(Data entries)
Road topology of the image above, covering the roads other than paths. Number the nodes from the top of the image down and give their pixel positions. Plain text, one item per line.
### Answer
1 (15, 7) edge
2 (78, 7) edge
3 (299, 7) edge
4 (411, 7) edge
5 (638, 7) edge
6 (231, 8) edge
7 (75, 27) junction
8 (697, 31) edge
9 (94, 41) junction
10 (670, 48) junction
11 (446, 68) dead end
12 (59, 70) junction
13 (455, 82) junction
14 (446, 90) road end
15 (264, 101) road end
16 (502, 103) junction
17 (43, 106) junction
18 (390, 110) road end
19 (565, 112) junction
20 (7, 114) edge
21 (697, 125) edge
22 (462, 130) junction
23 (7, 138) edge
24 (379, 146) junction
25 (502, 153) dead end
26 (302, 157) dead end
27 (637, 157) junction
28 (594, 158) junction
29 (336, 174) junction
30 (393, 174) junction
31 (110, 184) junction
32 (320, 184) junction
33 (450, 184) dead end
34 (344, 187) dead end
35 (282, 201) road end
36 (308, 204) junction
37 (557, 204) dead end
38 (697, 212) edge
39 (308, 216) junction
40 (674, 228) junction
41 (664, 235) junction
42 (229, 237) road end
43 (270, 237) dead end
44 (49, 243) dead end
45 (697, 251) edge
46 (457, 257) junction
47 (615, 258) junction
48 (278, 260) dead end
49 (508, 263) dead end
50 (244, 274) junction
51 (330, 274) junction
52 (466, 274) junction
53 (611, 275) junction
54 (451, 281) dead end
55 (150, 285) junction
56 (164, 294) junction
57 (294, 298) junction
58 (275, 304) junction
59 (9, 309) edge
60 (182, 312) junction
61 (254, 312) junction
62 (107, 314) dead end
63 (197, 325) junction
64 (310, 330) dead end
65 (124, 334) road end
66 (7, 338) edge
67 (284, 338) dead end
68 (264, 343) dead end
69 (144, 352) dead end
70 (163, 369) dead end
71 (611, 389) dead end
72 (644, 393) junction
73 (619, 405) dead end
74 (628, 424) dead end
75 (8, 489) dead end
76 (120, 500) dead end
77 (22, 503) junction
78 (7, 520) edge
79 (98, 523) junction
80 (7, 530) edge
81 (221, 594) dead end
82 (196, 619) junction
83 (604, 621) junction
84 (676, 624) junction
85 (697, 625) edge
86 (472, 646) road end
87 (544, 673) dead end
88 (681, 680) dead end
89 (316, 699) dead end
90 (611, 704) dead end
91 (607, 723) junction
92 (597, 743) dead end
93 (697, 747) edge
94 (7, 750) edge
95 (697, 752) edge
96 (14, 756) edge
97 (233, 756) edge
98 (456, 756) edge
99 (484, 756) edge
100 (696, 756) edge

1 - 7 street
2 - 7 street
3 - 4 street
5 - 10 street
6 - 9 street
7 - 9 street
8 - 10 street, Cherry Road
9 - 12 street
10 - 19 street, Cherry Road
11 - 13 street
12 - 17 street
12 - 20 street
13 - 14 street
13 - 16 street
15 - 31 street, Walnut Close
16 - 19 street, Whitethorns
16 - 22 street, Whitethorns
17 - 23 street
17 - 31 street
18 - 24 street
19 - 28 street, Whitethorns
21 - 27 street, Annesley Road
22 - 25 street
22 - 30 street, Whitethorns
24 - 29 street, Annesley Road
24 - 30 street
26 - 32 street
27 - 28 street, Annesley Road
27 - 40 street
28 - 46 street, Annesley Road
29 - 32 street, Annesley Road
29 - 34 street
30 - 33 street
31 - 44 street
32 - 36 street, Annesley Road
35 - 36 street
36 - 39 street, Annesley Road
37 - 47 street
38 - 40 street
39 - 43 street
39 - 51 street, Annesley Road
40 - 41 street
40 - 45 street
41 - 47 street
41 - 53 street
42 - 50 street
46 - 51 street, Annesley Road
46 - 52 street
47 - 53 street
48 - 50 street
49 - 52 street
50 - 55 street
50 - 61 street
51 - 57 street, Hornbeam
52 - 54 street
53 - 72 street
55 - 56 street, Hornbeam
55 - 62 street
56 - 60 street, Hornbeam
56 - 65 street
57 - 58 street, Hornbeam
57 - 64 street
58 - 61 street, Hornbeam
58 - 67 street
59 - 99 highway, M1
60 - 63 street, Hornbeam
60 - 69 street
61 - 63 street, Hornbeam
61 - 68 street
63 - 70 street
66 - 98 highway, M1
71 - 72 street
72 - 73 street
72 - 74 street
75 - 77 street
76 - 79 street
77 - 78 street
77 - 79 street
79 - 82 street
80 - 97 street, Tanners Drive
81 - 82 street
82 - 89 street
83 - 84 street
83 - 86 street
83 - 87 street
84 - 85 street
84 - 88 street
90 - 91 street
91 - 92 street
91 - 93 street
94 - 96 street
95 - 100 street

→ Your task
Would you mind giving all the records again exactly?

→ Answer to this problem
Road topology of the image above, covering the roads other than paths. Number the nodes from the top of the image down and give their pixel positions. Plain text, one item per line.
### Answer
1 (15, 7) edge
2 (78, 7) edge
3 (299, 7) edge
4 (411, 7) edge
5 (638, 7) edge
6 (231, 8) edge
7 (75, 27) junction
8 (697, 31) edge
9 (94, 41) junction
10 (670, 48) junction
11 (446, 68) dead end
12 (59, 70) junction
13 (455, 82) junction
14 (446, 90) road end
15 (264, 101) road end
16 (502, 103) junction
17 (43, 106) junction
18 (390, 110) road end
19 (565, 112) junction
20 (7, 114) edge
21 (697, 125) edge
22 (462, 130) junction
23 (7, 138) edge
24 (379, 146) junction
25 (502, 153) dead end
26 (302, 157) dead end
27 (637, 157) junction
28 (594, 158) junction
29 (336, 174) junction
30 (393, 174) junction
31 (110, 184) junction
32 (320, 184) junction
33 (450, 184) dead end
34 (344, 187) dead end
35 (282, 201) road end
36 (308, 204) junction
37 (557, 204) dead end
38 (697, 212) edge
39 (308, 216) junction
40 (674, 228) junction
41 (664, 235) junction
42 (229, 237) road end
43 (270, 237) dead end
44 (49, 243) dead end
45 (697, 251) edge
46 (457, 257) junction
47 (615, 258) junction
48 (278, 260) dead end
49 (508, 263) dead end
50 (244, 274) junction
51 (330, 274) junction
52 (466, 274) junction
53 (611, 275) junction
54 (451, 281) dead end
55 (150, 285) junction
56 (164, 294) junction
57 (294, 298) junction
58 (275, 304) junction
59 (9, 309) edge
60 (182, 312) junction
61 (254, 312) junction
62 (107, 314) dead end
63 (197, 325) junction
64 (310, 330) dead end
65 (124, 334) road end
66 (7, 338) edge
67 (284, 338) dead end
68 (264, 343) dead end
69 (144, 352) dead end
70 (163, 369) dead end
71 (611, 389) dead end
72 (644, 393) junction
73 (619, 405) dead end
74 (628, 424) dead end
75 (8, 489) dead end
76 (120, 500) dead end
77 (22, 503) junction
78 (7, 520) edge
79 (98, 523) junction
80 (7, 530) edge
81 (221, 594) dead end
82 (196, 619) junction
83 (604, 621) junction
84 (676, 624) junction
85 (697, 625) edge
86 (472, 646) road end
87 (544, 673) dead end
88 (681, 680) dead end
89 (316, 699) dead end
90 (611, 704) dead end
91 (607, 723) junction
92 (597, 743) dead end
93 (697, 747) edge
94 (7, 750) edge
95 (697, 752) edge
96 (14, 756) edge
97 (233, 756) edge
98 (456, 756) edge
99 (484, 756) edge
100 (696, 756) edge

1 - 7 street
2 - 7 street
3 - 4 street
5 - 10 street
6 - 9 street
7 - 9 street
8 - 10 street, Cherry Road
9 - 12 street
10 - 19 street, Cherry Road
11 - 13 street
12 - 17 street
12 - 20 street
13 - 14 street
13 - 16 street
15 - 31 street, Walnut Close
16 - 19 street, Whitethorns
16 - 22 street, Whitethorns
17 - 23 street
17 - 31 street
18 - 24 street
19 - 28 street, Whitethorns
21 - 27 street, Annesley Road
22 - 25 street
22 - 30 street, Whitethorns
24 - 29 street, Annesley Road
24 - 30 street
26 - 32 street
27 - 28 street, Annesley Road
27 - 40 street
28 - 46 street, Annesley Road
29 - 32 street, Annesley Road
29 - 34 street
30 - 33 street
31 - 44 street
32 - 36 street, Annesley Road
35 - 36 street
36 - 39 street, Annesley Road
37 - 47 street
38 - 40 street
39 - 43 street
39 - 51 street, Annesley Road
40 - 41 street
40 - 45 street
41 - 47 street
41 - 53 street
42 - 50 street
46 - 51 street, Annesley Road
46 - 52 street
47 - 53 street
48 - 50 street
49 - 52 street
50 - 55 street
50 - 61 street
51 - 57 street, Hornbeam
52 - 54 street
53 - 72 street
55 - 56 street, Hornbeam
55 - 62 street
56 - 60 street, Hornbeam
56 - 65 street
57 - 58 street, Hornbeam
57 - 64 street
58 - 61 street, Hornbeam
58 - 67 street
59 - 99 highway, M1
60 - 63 street, Hornbeam
60 - 69 street
61 - 63 street, Hornbeam
61 - 68 street
63 - 70 street
66 - 98 highway, M1
71 - 72 street
72 - 73 street
72 - 74 street
75 - 77 street
76 - 79 street
77 - 78 street
77 - 79 street
79 - 82 street
80 - 97 street, Tanners Drive
81 - 82 street
82 - 89 street
83 - 84 street
83 - 86 street
83 - 87 street
84 - 85 street
84 - 88 street
90 - 91 street
91 - 92 street
91 - 93 street
94 - 96 street
95 - 100 street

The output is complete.